▶ **Task description**:
Every entry should be repeated exactly. Omit the pictures.
---- Provided information
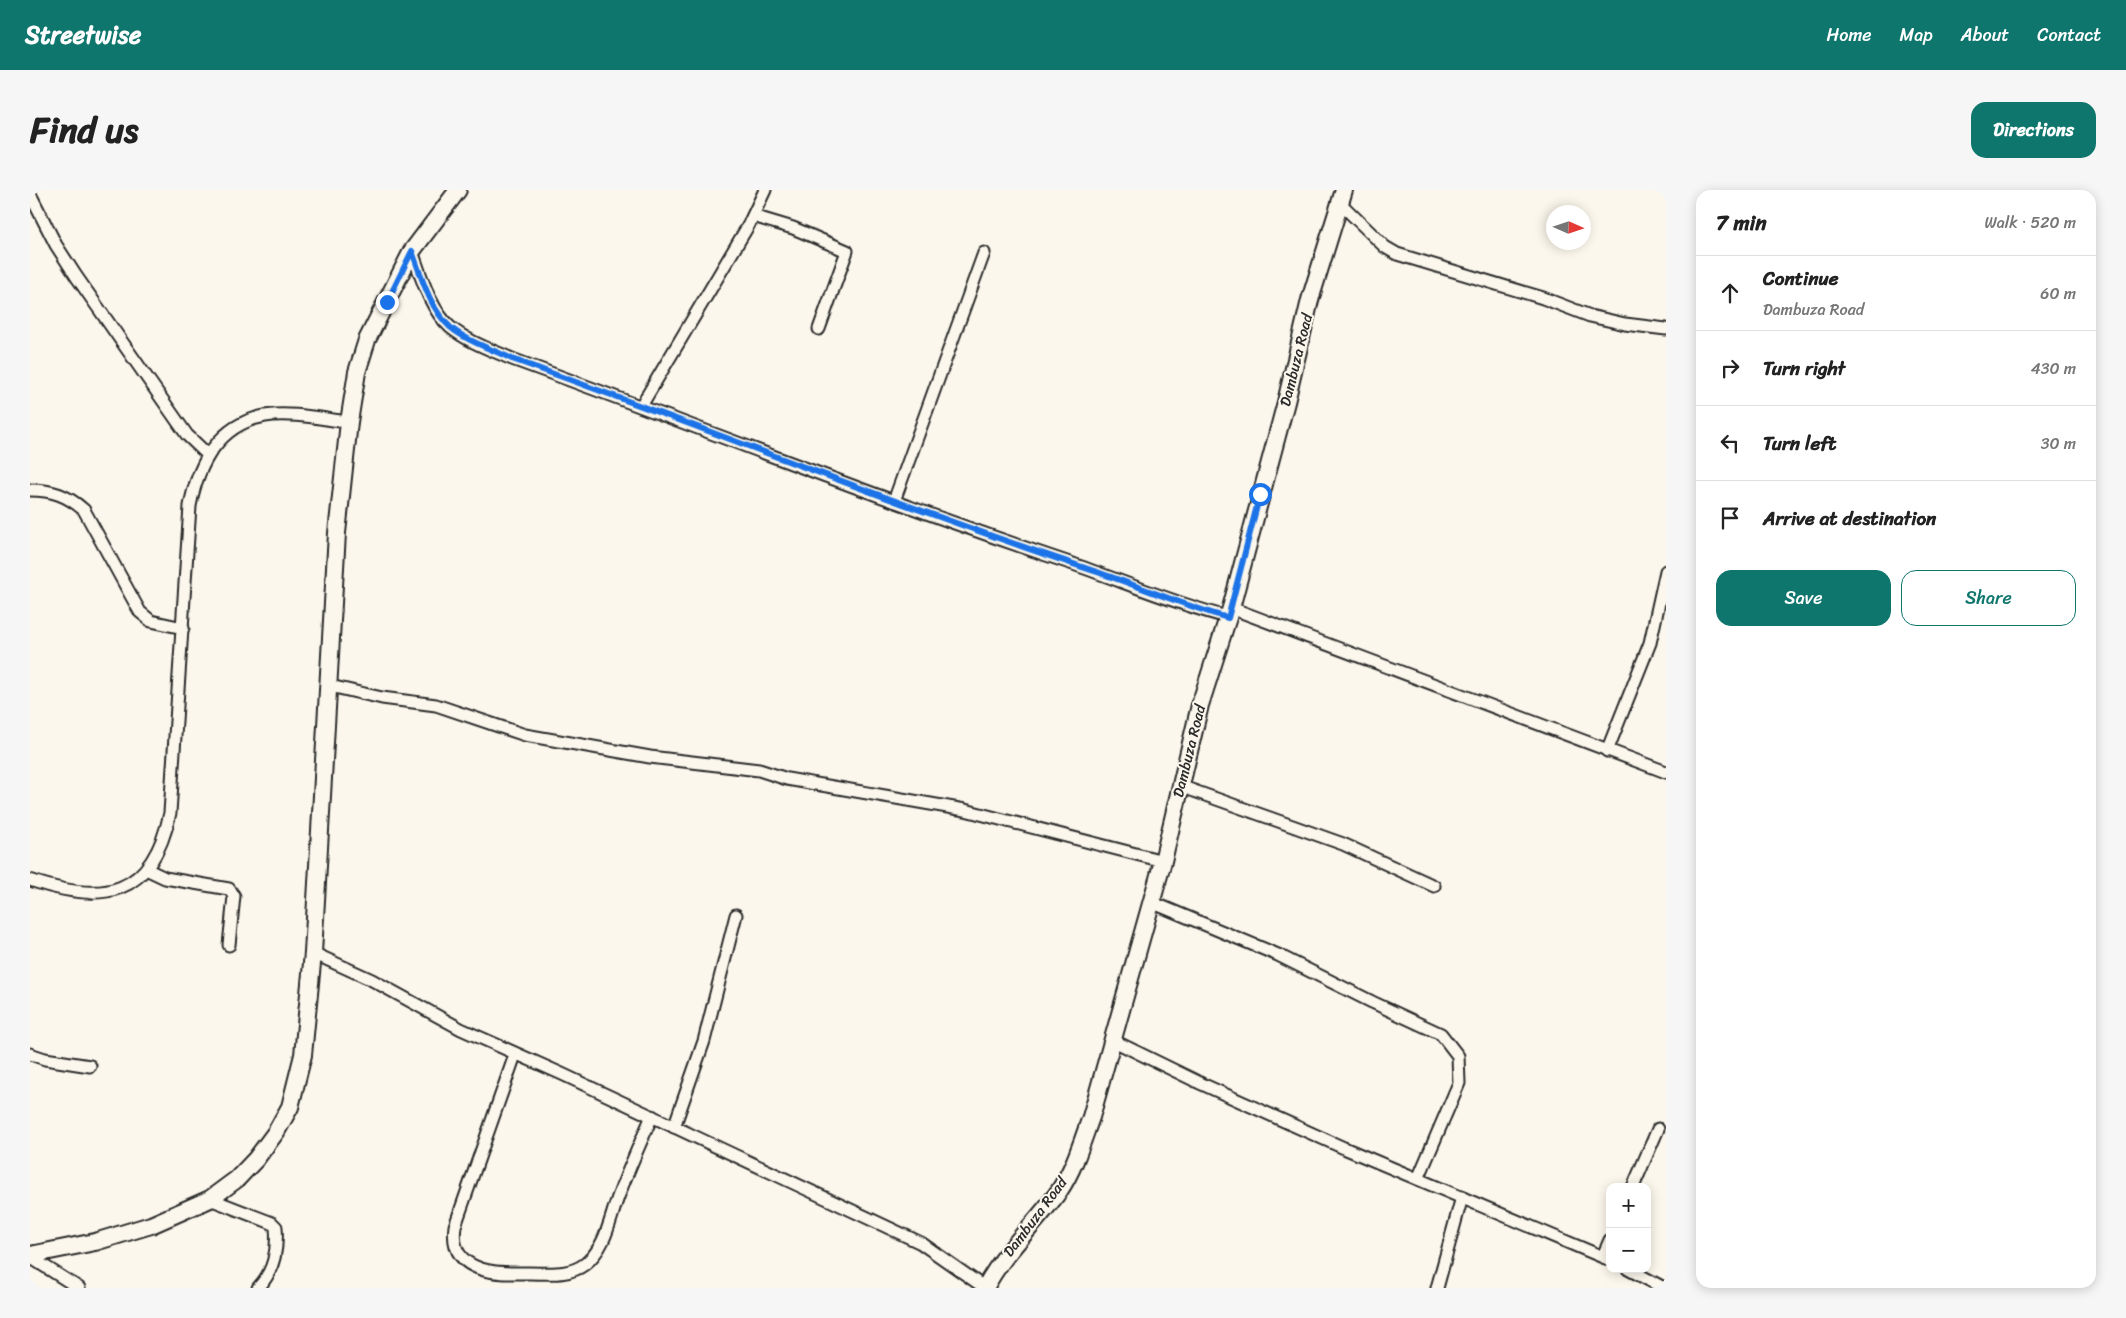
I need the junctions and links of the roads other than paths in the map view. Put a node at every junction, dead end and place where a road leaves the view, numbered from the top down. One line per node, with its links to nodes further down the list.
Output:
1 (458, 190): 6 (street)
2 (765, 190): 5 (street)
3 (30, 194): 12 (street)
4 (1342, 197): 9 (street); 16 (street, Dambuza Road)
5 (752, 216): 8 (street); 10 (street)
6 (412, 251): 10 (street); 11 (street)
7 (984, 253): 14 (street)
8 (819, 329)
9 (1666, 330)
10 (641, 406): 14 (street)
11 (349, 422): 12 (street); 18 (street)
12 (208, 455): 17 (street)
13 (30, 490): 17 (street)
14 (894, 501): 16 (street)
15 (1666, 571): 19 (street)
16 (1229, 613): 19 (street); 21 (street, Dambuza Road)
17 (183, 628): 23 (street)
18 (330, 686): 22 (street); 29 (street)
19 (1607, 751): 20 (street)
20 (1666, 772)
21 (1180, 786): 22 (street, Dambuza Road); 25 (street)
22 (1163, 861): 26 (street, Dambuza Road)
23 (146, 869): 24 (street); 28 (street)
24 (30, 880)
25 (1434, 886)
26 (1152, 902): 30 (street, Dambuza Road); 37 (street)
27 (736, 915): 35 (street)
28 (228, 945)
29 (313, 953): 32 (street); 40 (street)
30 (1112, 1040): 37 (street); 46 (street, Dambuza Road)
31 (30, 1054): 33 (street)
32 (515, 1055): 34 (street); 34 (street)
33 (90, 1066)
34 (652, 1116): 35 (street)
35 (674, 1127): 46 (street)
36 (1658, 1129): 38 (street)
37 (1418, 1179): 39 (street)
38 (1635, 1183)
39 (1462, 1197): 42 (street); 47 (street)
40 (210, 1200): 41 (street); 45 (street)
41 (30, 1256): 44 (street)
42 (1606, 1258)
43 (1636, 1273): 48 (street)
44 (79, 1288)
45 (258, 1288)
46 (985, 1288)
47 (1437, 1288)
48 (1664, 1288)

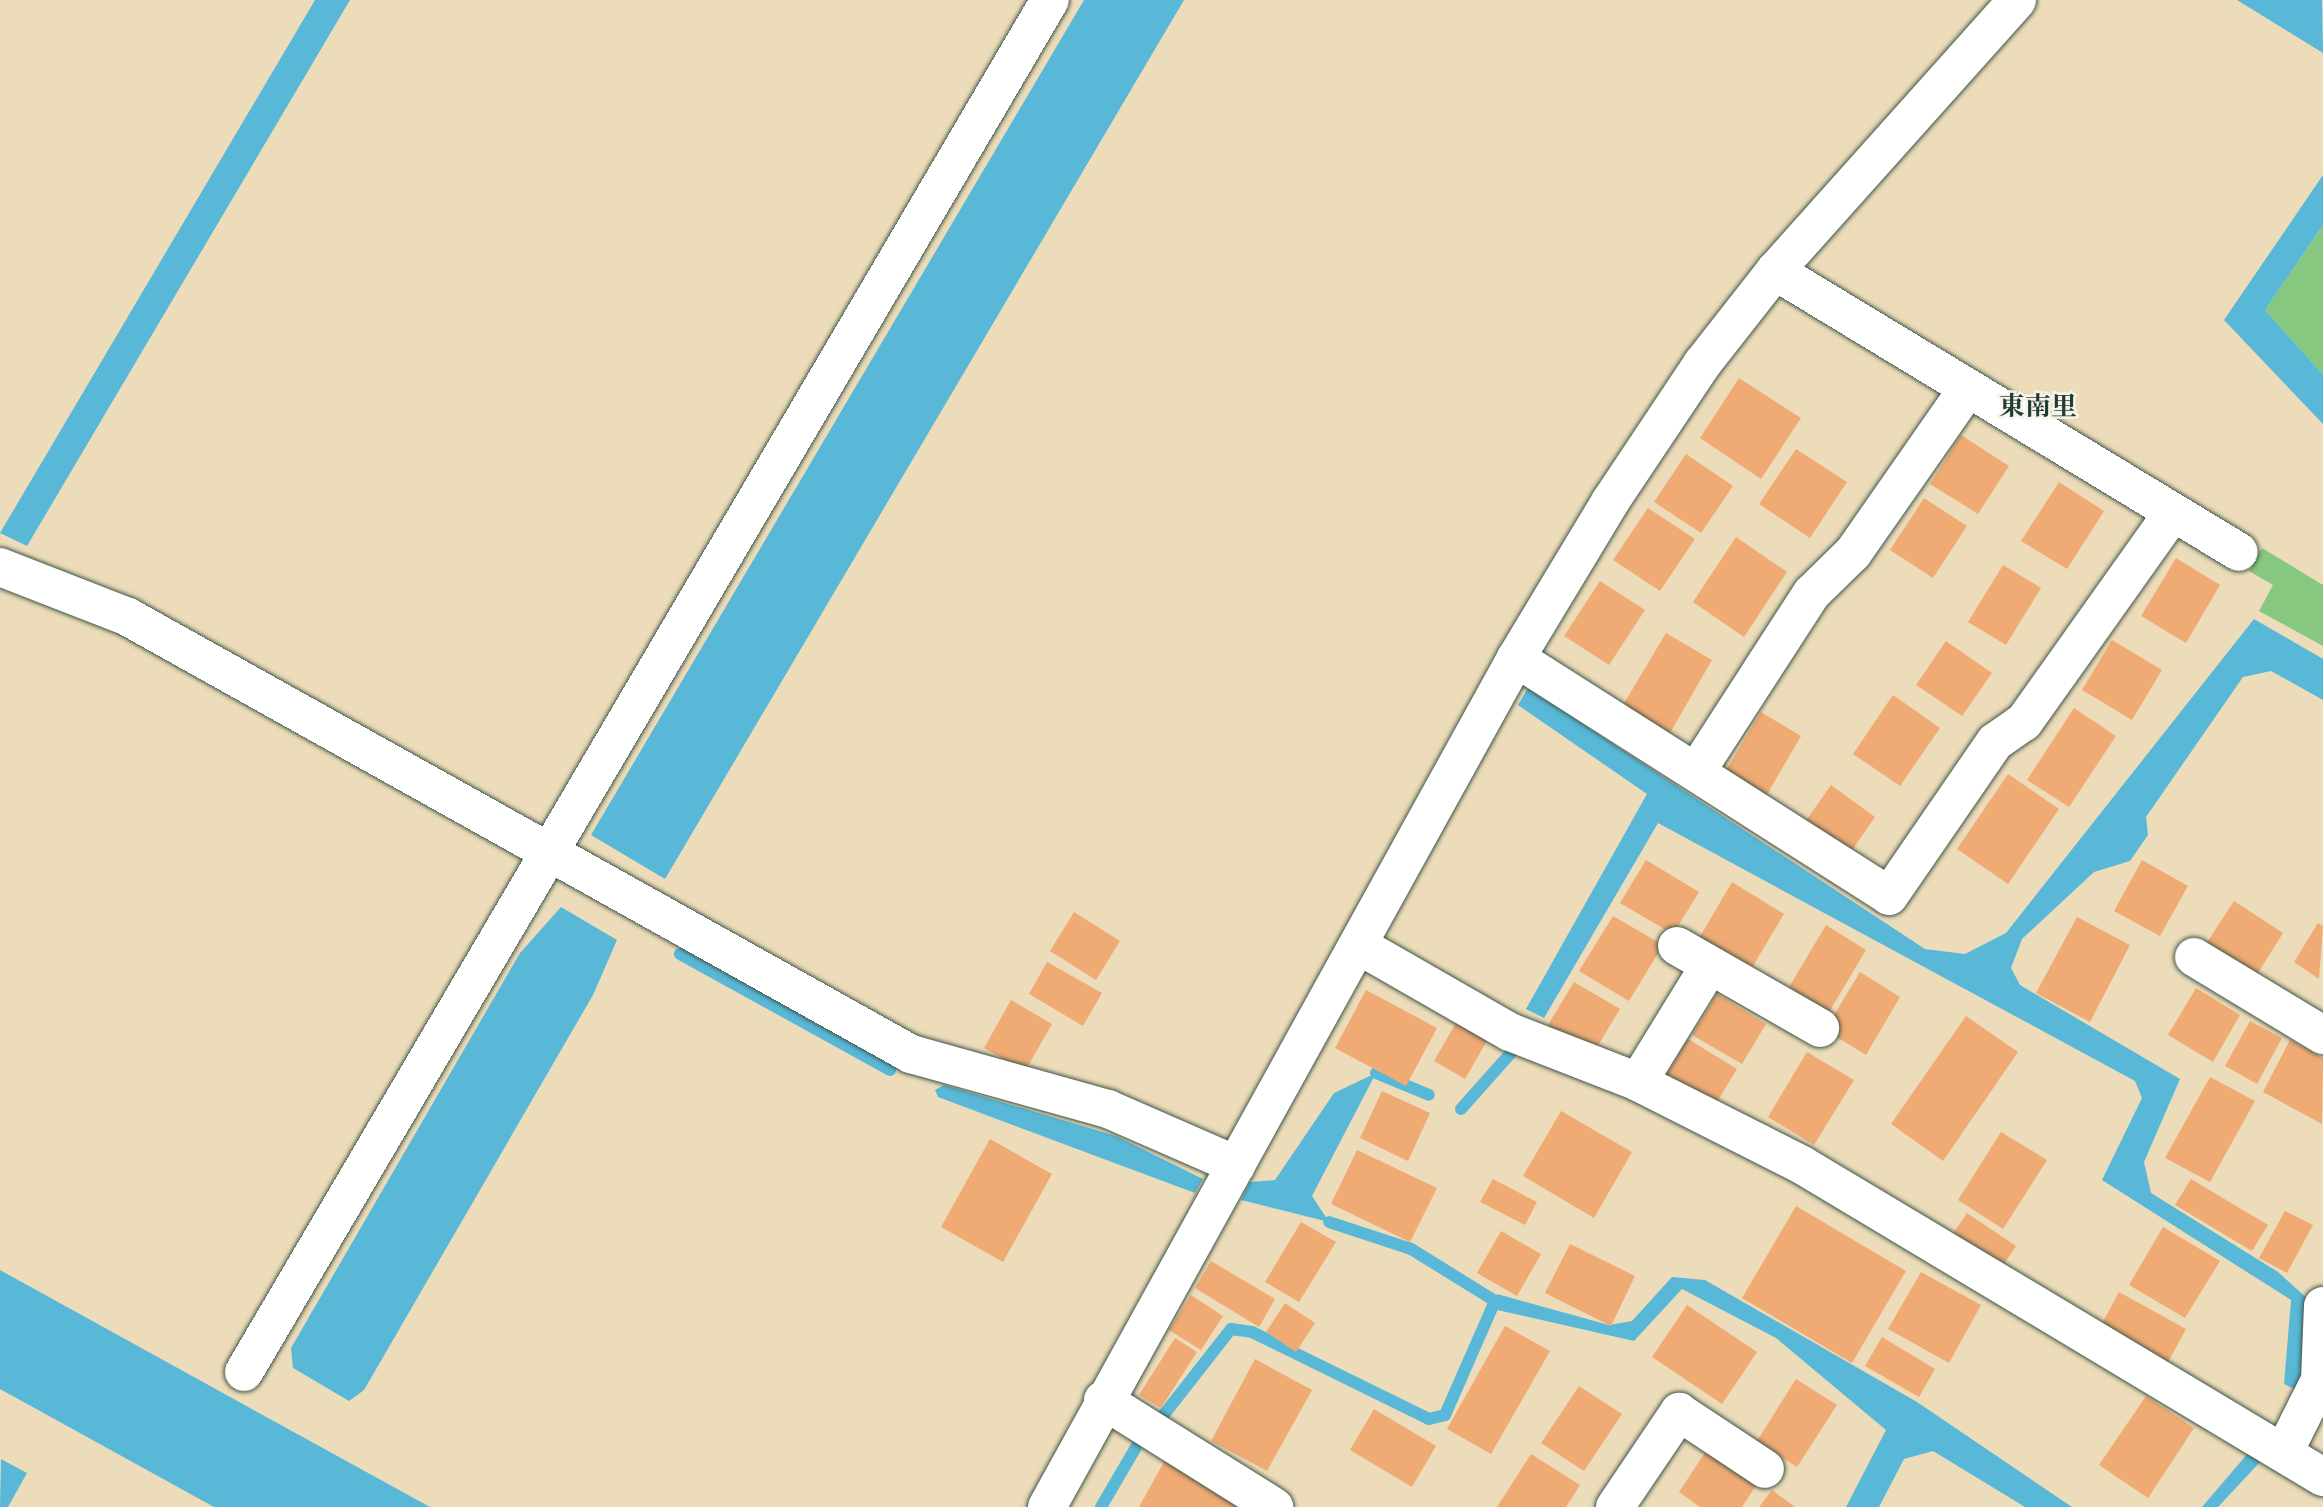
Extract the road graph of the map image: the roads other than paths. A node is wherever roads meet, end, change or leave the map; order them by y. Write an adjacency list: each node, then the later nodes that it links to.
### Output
--------
▶ **Task solution**:
I need the junctions and links of the roads other than paths in the map view. Put a node at every junction, dead end and place where a road leaves the view, numbered from the top down. One line per node, with its links to nodes further down the list.
Output:
1 (458, 190): 6 (street)
2 (765, 190): 5 (street)
3 (30, 194): 12 (street)
4 (1342, 197): 9 (street); 16 (street, Dambuza Road)
5 (752, 216): 8 (street); 10 (street)
6 (412, 251): 10 (street); 11 (street)
7 (984, 253): 14 (street)
8 (819, 329)
9 (1666, 330)
10 (641, 406): 14 (street)
11 (349, 422): 12 (street); 18 (street)
12 (208, 455): 17 (street)
13 (30, 490): 17 (street)
14 (894, 501): 16 (street)
15 (1666, 571): 19 (street)
16 (1229, 613): 19 (street); 21 (street, Dambuza Road)
17 (183, 628): 23 (street)
18 (330, 686): 22 (street); 29 (street)
19 (1607, 751): 20 (street)
20 (1666, 772)
21 (1180, 786): 22 (street, Dambuza Road); 25 (street)
22 (1163, 861): 26 (street, Dambuza Road)
23 (146, 869): 24 (street); 28 (street)
24 (30, 880)
25 (1434, 886)
26 (1152, 902): 30 (street, Dambuza Road); 37 (street)
27 (736, 915): 35 (street)
28 (228, 945)
29 (313, 953): 32 (street); 40 (street)
30 (1112, 1040): 37 (street); 46 (street, Dambuza Road)
31 (30, 1054): 33 (street)
32 (515, 1055): 34 (street); 34 (street)
33 (90, 1066)
34 (652, 1116): 35 (street)
35 (674, 1127): 46 (street)
36 (1658, 1129): 38 (street)
37 (1418, 1179): 39 (street)
38 (1635, 1183)
39 (1462, 1197): 42 (street); 47 (street)
40 (210, 1200): 41 (street); 45 (street)
41 (30, 1256): 44 (street)
42 (1606, 1258)
43 (1636, 1273): 48 (street)
44 (79, 1288)
45 (258, 1288)
46 (985, 1288)
47 (1437, 1288)
48 (1664, 1288)

Extract the road graph of the map image: the roads other than paths. A node is wherever roads meet, end, change or leave the map; order them by y. Write an adjacency list: each node, then the later nodes that it links to.
### Output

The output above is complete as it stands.